Urea as your nitrogen source can be a little more challenging since most of this will be surface applied or broadcast and will be left on top of the soil. This will put your nitrogen at risk of loss to multiple avenues. Urea that is surface applied is subject to volatilization to the atmosphere especially if you have warm, wet and windy conditions. We can add a nitrogen stabilizer to urea to lessen the risk of loss, but eventually you will need moisture to work the nitrogen into the soil profile. Once you apply urea to the soil surface, you will need at least a quarter to a half of an inch of moisture to get it incorporated into the soil.

The second loss risk is that if and when your nitrogen makes it into the soil profile and the soil temperature is still above 50 degrees, the urease enzyme in the soil will convert it to the nitrate form and it will be subject to loss by leaching with any excessive moisture between now and spring. Nitrogen stabilizers will again help with this by keeping the urease enzyme from making this conversion for up to 2 weeks.

Another loss avenue that will pertain to any nitrogen fertilizer that is applied is denitrification which can happen with excessive moisture in the topsoil, and this is mainly pooled water early in the spring. in western North Dakota this is not usually a huge worry since we don’t usually get excessive moisture, but if you have fields that do not drain well or have areas of the fields that hold water, this will help explain where your nitrogen went if you have done everything the right way to avoid leaching. It might not have gone down into the soil, but instead went up and into the atmosphere.

So, what is the best application method for surface applied urea in the fall? Unless you are using mechanical incorporation and working your urea into the soil profile, which does happen in the Yellowstone Valley quite often, you should wait as late as you can in the fall to avoid nitrogen loss. If you surface apply urea in September, I can pretty much guarantee you will have significant loss if you do not have a rainfall event fairly quickly and even if you do have rainfall, it will convert to nitrate early enough to be subject to loss with winter and early spring moisture. We do quite a bit of surface application of urea in Williston and no matter how tempting it is to just get your equipment out in the field early when the weather is still nice, we always wait until the soil temperature is low enough and the conditions are lessened for nitrogen loss. Normally this will be at earliest late October, and we normally do most of our fall spreading in November preferably close to either rainfall or even snowfall. When you drive around in late June and early July and see fields that are a light green color or even get a tint of yellow, a lot of times those fields were spread with fertilizer way too early in the fall and they have been subject to loss already.

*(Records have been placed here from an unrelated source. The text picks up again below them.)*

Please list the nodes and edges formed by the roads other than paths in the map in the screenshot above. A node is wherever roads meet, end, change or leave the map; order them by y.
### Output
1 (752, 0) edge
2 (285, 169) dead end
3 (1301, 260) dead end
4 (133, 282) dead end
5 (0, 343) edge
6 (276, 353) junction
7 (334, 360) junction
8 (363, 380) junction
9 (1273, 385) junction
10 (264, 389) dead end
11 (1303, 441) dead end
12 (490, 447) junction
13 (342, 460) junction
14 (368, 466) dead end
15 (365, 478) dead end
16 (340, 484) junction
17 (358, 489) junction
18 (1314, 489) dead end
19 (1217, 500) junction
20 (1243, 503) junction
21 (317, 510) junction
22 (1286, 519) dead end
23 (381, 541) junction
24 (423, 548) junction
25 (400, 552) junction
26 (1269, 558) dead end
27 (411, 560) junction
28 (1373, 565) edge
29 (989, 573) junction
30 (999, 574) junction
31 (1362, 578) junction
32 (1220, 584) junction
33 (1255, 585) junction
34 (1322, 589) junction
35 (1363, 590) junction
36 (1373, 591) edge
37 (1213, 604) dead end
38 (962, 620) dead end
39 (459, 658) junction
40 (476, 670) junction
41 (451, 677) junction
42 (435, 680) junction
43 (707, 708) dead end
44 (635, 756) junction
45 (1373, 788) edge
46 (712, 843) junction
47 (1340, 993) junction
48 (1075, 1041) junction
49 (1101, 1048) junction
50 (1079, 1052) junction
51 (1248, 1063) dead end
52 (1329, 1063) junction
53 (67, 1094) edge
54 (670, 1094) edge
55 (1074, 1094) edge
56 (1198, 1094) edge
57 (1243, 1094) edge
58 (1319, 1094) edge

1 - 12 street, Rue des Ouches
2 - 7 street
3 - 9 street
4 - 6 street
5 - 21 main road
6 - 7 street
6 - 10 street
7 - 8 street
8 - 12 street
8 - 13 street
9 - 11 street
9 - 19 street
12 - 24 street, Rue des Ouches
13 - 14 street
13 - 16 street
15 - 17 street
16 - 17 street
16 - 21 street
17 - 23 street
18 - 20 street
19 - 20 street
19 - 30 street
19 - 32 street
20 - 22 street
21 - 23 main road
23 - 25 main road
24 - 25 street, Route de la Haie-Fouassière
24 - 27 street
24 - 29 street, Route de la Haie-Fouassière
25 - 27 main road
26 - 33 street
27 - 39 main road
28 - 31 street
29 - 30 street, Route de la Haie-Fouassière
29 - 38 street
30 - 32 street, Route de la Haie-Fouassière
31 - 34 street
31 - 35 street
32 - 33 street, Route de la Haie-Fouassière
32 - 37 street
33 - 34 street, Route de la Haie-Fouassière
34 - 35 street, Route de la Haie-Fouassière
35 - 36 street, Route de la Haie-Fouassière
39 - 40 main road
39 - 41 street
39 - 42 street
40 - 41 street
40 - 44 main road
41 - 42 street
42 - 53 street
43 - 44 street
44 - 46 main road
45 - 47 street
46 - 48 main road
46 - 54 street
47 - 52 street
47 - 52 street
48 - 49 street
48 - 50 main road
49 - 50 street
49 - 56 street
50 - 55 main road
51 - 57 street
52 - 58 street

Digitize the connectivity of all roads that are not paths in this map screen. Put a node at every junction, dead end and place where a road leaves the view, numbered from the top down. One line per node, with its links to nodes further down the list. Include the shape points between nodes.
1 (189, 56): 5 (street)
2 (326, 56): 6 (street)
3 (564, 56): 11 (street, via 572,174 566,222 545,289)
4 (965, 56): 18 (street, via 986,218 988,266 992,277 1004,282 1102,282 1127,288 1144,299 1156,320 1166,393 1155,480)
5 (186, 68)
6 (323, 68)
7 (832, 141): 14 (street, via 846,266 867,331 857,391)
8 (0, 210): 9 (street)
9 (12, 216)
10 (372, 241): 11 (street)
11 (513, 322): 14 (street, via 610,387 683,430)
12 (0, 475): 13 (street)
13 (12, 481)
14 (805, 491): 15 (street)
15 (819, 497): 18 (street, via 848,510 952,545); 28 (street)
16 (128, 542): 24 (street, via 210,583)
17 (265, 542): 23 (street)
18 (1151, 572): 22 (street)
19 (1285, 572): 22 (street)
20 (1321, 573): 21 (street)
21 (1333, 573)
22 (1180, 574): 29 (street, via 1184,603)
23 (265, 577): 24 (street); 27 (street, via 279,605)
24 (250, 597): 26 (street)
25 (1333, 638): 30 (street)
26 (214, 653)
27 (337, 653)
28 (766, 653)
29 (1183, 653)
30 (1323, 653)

Besides nitrogen loss, be aware that you can and will also have nitrogen tie up. Fertilizer is never 100% efficient and you will have some nitrogen tie up with residues in your soil. If you don’t spread out your residue behind your combine very well and you surface apply urea, you can see where this nitrogen has been tied up with that residue throughout the growing season and possibly the next season or even for a few seasons. That can explain that light green strip that is about 10 ft wide in your fields that matches up with your combine. Make sure to manage your residue to reduce tie up.

Fall applications of nitrogen can really help spread your workload out and normally fall prices are a little lower than spring prices, so it can be a really good practice. Make sure you are good with your timing of whatever nitrogen source you are using and don’t let your brother take out the spinner spreader or let your agronomy dealer start spreading too early to make their lives easier at your expense. Inputs are expensive so you don’t want to lose what you put into the soil, but nitrogen is by far the best investment you can make in your farming operation. You will get more return on your money with nitrogen versus any other inputs costs every year, no matter the cost of the fertilizer.